Plantas bioindicadoras en suelos equilibrados

Plantas bioindicadoras de suelos desequilibrados

Plantas bioindicadoras de suelos muy desequilibrados

Labrar o no labrar

Existe en el sino de la agricultura orgánica y la permacultura un movimiento creciente que denuncia los efectos perjudiciales de la labranza sobre el suelo. Este movimiento tiene su base en la observación de la resiliencia de los suelos en ecosistemas clímax, y en el huerto es deseable reproducir estas condiciones para aprovechar el máximo de fertilidad que seamos capaces de ofrecer al suelo. Un suelo equilibrado de este tipo aloja una diversidad biológica que se traduce en cultivos sanos y resistentes.
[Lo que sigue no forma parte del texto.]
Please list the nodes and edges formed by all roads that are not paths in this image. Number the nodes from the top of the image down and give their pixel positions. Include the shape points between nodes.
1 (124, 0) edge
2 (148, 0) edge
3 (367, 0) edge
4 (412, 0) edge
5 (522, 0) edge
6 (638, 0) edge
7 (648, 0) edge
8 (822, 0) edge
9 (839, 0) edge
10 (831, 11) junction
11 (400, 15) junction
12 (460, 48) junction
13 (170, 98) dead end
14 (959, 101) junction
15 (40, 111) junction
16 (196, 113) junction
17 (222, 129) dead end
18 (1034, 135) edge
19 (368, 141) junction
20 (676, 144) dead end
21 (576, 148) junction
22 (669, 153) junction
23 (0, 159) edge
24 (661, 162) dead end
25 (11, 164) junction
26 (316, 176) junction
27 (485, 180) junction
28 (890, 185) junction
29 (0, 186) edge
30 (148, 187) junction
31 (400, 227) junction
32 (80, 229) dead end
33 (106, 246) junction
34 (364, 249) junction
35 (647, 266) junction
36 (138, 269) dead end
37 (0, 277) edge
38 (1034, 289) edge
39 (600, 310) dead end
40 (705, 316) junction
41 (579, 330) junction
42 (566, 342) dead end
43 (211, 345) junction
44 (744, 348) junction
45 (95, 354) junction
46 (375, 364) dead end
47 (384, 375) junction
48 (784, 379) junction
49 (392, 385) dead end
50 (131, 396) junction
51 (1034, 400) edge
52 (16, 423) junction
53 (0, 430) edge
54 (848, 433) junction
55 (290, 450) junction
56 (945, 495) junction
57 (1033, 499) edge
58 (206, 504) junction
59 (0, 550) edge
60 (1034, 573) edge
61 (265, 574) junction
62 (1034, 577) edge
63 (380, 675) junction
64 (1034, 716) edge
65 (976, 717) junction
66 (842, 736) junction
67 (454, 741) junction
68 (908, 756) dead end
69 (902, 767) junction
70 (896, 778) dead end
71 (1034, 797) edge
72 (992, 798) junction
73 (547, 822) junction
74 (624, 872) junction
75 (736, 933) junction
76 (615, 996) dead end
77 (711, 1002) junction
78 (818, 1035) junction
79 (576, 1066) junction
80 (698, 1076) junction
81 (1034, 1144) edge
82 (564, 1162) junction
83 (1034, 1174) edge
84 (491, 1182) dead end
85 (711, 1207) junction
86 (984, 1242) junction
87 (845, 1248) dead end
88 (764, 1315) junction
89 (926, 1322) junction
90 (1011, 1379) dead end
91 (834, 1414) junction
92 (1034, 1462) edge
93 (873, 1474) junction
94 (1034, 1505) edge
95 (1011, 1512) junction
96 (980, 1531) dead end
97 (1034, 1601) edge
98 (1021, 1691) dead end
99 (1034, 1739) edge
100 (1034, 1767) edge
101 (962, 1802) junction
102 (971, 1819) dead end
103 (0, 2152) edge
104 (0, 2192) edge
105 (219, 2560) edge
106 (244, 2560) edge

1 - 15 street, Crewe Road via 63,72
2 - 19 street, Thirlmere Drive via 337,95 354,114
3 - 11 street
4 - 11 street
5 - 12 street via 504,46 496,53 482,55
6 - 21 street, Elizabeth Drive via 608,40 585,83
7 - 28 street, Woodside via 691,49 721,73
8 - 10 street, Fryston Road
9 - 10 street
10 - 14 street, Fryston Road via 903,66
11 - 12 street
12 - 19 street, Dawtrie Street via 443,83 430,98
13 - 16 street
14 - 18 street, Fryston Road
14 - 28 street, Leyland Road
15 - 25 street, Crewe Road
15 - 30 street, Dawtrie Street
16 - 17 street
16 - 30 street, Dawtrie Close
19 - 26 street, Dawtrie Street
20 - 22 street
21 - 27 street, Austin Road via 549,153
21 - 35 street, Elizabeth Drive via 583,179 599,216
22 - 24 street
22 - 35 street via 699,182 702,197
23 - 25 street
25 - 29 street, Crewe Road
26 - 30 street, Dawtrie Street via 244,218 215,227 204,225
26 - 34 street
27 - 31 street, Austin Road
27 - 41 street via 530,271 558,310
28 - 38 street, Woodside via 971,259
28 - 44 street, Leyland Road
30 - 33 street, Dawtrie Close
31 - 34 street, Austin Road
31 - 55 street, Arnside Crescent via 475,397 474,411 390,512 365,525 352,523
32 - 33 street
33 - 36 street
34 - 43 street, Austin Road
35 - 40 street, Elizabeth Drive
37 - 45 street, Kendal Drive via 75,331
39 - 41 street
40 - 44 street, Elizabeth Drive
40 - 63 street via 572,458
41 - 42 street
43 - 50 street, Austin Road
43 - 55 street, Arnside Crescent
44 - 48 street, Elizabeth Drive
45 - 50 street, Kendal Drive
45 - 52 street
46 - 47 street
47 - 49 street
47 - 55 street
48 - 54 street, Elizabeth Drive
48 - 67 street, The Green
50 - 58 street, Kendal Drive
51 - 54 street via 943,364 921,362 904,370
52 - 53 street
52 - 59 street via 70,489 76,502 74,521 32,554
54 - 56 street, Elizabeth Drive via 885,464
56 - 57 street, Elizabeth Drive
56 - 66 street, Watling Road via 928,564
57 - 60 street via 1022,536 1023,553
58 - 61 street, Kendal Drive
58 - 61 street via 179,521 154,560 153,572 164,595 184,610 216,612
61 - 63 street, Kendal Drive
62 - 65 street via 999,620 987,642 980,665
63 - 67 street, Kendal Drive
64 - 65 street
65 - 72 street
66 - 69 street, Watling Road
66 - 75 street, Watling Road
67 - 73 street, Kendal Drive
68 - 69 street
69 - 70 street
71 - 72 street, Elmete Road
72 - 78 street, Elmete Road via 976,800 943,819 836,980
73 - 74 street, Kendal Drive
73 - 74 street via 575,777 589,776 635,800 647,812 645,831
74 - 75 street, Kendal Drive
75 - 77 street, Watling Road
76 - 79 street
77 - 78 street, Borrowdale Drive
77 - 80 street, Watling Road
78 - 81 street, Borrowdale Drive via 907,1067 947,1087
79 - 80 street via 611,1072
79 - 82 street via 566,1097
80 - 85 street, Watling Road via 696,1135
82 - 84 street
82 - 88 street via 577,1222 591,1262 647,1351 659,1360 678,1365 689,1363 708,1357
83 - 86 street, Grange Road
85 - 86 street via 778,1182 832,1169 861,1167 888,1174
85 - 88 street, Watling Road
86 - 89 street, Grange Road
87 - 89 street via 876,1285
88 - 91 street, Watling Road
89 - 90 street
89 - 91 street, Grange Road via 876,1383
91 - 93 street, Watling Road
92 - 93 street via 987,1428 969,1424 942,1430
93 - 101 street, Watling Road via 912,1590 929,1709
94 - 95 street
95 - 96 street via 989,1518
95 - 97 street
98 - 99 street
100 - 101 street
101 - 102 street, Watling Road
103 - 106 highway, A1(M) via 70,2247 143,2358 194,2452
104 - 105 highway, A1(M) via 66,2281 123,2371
No obstante en condiciones de suelos desequilibrados y sobretodo muy desequilibrados, la labranza puede ser una intervención necesaria para restituir la salud en el suelo. Cuando nosotros mismos estamos sanos provocar un vómito puede ser contraproducente, pero cuando ingerimos un tóxico el vómito es imprescindible. Pasa lo mismo con labrar suelos que no estén equilibrados.

Biodiversidad por la flora auxiliar

La flora auxiliar del huerto es el conjunto de plantas beneficiosas para el huerto. En algunos casos contribuyen a prevenir plagas, en otras atraen polinizadores, y en general aumentan la biodiversidad en el huerto con el consiguiente beneficio para los cultivos. Suelo y biodiversidad guardan una estrecha relación en los huertos permaculturales y agroecológicos.

Biodiversidad por la fauna auxiliar

Del mismo modo, la presencia de animales de distinto tipo es deseable para crear condiciones de mayor complejidad en la relación entre los distintos elementos del huerto y su funcionamiento como ecosistema. La fauna auxiliar deseable es principalmente la que componen los depredadores de las plagas, pero aves de corral y fauna salvaje también pueden cumplir una función beneficiosa en el huerto.